Just a five minute walk from main street, Unglesbee Park is a site in Libertytown that out-dates all of the current residents. When I was younger, Unglesbee was always the place where my brothers and I could go fishing. While Libertytown was still developing, Jonathan Unglesbee donated a pond and the land surrounding it to the fire department for emergency water supplies. After the fire department grew dependent on other water sources, the pond lost its initial purpose and was reclaimed by the Libertytown Civic Association. The Civic Association is a non-profit, volunteer organization focused on improving the town of Libertytown. Upon reclamation, the Civic Association added playground equipment, a parking area, picnic tables, and opened the sight to the public. The land was renamed Unglesbee Park.
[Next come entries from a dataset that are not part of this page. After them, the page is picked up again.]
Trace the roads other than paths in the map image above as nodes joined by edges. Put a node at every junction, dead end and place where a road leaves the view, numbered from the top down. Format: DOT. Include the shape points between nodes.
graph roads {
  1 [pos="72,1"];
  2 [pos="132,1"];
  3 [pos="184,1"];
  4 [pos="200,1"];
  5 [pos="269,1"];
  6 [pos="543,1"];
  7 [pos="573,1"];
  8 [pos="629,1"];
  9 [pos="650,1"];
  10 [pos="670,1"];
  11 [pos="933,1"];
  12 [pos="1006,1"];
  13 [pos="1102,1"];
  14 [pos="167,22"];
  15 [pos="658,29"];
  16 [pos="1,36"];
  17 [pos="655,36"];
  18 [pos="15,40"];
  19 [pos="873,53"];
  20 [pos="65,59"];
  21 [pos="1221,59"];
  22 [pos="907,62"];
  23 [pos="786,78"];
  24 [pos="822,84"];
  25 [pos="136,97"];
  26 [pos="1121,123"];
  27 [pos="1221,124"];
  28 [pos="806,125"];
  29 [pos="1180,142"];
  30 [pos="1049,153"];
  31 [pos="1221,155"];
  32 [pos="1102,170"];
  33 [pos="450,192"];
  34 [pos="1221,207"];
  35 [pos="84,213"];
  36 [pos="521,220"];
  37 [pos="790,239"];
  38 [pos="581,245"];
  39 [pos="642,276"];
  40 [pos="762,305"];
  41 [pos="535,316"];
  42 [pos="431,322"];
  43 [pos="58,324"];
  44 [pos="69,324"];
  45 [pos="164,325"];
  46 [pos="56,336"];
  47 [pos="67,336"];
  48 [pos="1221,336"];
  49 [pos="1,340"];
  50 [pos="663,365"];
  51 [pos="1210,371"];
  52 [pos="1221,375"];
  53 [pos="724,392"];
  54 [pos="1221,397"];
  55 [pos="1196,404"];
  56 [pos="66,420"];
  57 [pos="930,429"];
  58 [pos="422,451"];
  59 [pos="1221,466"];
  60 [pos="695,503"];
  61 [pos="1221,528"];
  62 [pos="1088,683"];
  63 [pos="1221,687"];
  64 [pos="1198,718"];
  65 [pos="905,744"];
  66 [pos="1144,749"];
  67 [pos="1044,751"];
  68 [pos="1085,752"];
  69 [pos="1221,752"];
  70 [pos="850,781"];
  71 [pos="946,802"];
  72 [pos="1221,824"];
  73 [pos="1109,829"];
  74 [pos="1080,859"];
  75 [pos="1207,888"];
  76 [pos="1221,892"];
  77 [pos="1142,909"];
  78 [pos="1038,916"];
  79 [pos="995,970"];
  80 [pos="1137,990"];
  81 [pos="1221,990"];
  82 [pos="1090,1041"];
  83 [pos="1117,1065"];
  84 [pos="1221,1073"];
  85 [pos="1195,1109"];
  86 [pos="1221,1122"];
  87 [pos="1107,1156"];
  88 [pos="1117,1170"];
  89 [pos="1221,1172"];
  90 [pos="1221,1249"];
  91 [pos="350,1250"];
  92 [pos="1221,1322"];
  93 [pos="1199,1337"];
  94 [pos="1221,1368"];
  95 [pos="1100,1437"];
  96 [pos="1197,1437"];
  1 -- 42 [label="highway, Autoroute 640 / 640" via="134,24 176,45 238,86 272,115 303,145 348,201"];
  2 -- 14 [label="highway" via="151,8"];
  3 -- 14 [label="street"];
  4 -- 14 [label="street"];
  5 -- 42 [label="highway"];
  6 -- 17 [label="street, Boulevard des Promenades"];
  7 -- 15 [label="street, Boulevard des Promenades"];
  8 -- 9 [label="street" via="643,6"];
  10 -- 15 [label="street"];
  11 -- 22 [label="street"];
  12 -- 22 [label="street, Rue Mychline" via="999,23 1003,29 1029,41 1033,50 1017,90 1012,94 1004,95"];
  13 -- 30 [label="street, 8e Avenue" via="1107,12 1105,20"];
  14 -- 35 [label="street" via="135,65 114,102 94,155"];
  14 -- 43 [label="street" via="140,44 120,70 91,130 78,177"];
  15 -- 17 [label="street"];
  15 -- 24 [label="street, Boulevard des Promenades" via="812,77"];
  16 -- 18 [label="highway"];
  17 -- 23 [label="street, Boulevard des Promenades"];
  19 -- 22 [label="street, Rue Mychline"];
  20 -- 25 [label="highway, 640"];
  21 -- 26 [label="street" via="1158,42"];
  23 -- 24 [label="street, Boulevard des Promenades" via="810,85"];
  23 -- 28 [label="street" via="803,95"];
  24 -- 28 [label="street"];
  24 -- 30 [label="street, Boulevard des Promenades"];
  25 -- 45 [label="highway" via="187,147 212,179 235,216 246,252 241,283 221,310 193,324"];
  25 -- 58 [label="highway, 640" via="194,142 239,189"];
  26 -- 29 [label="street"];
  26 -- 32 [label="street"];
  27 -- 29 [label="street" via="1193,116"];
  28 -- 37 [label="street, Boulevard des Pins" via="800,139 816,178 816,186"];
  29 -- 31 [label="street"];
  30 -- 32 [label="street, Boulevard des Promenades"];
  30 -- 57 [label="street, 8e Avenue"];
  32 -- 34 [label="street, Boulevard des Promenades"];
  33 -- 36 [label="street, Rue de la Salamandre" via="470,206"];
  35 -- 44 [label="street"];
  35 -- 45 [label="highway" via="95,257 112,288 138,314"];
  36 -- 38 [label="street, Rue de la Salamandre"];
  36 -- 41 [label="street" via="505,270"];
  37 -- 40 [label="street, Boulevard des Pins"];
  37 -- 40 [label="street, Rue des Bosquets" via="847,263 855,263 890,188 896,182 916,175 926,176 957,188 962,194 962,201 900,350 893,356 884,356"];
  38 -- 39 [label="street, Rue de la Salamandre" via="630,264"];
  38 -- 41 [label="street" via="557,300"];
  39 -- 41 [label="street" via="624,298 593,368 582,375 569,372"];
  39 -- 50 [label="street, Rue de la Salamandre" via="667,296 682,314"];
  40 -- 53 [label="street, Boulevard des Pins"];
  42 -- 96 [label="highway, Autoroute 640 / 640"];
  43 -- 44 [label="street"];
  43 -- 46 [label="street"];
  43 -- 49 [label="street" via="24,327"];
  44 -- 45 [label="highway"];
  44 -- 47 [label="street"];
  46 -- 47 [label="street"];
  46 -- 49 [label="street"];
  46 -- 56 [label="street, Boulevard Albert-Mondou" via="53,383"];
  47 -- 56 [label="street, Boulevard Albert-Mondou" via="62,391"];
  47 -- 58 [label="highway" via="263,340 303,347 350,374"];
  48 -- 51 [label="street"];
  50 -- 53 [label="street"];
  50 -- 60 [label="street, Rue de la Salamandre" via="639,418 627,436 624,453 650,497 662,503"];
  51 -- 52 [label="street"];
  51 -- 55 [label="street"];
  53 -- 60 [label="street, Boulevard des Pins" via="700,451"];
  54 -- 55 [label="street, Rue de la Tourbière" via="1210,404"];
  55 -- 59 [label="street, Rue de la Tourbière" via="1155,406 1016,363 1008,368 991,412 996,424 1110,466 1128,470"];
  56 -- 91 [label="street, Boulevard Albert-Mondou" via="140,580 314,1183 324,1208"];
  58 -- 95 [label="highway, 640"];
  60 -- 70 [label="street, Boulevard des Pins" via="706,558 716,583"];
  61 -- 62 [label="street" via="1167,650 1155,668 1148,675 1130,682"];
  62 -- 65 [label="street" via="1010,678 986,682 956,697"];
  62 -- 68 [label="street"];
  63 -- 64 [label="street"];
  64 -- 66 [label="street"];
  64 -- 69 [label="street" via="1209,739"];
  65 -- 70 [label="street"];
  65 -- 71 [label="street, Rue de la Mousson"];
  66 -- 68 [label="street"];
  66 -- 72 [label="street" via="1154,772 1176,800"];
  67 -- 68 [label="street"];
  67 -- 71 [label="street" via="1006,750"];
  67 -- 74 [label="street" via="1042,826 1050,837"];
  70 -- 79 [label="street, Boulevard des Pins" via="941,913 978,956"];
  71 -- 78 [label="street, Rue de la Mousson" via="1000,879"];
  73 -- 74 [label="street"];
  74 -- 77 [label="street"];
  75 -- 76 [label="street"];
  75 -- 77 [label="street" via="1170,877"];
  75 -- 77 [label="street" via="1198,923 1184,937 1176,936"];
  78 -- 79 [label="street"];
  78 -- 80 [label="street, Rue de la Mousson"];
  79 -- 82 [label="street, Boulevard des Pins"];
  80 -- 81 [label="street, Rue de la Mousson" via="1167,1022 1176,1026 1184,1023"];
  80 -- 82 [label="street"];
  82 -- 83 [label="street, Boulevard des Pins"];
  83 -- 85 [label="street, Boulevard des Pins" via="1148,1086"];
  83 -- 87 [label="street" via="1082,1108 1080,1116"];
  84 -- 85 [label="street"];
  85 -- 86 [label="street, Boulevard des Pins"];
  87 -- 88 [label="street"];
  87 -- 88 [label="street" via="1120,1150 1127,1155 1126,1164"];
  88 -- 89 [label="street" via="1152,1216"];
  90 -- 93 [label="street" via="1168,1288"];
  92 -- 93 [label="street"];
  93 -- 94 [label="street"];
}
For years the site has been used by local residents for fishing, picnics, and recreation. Unfortunately however, in recent years the park has suffered a lot of misuse–vandalism and vegetation overgrowth plague the area. When I re-visited Unglesbee Park last August after several years of not seeing it, I was pretty astonished by the site. The picnic tables were old, rusted, warped, and had been ripped from their anchors in the ground. Additionally, the pond had become inaccessible because it was overrun with cattails and filled with trash. It really bothered me to see how different the park was. There was a sign by the small parking lot that said “Park is maintained by volunteers. Call if you can help.” Below it was a phone number. After a day or two of contemplating, I decided to call the number; I wanted to offer an hour or two of service if I could.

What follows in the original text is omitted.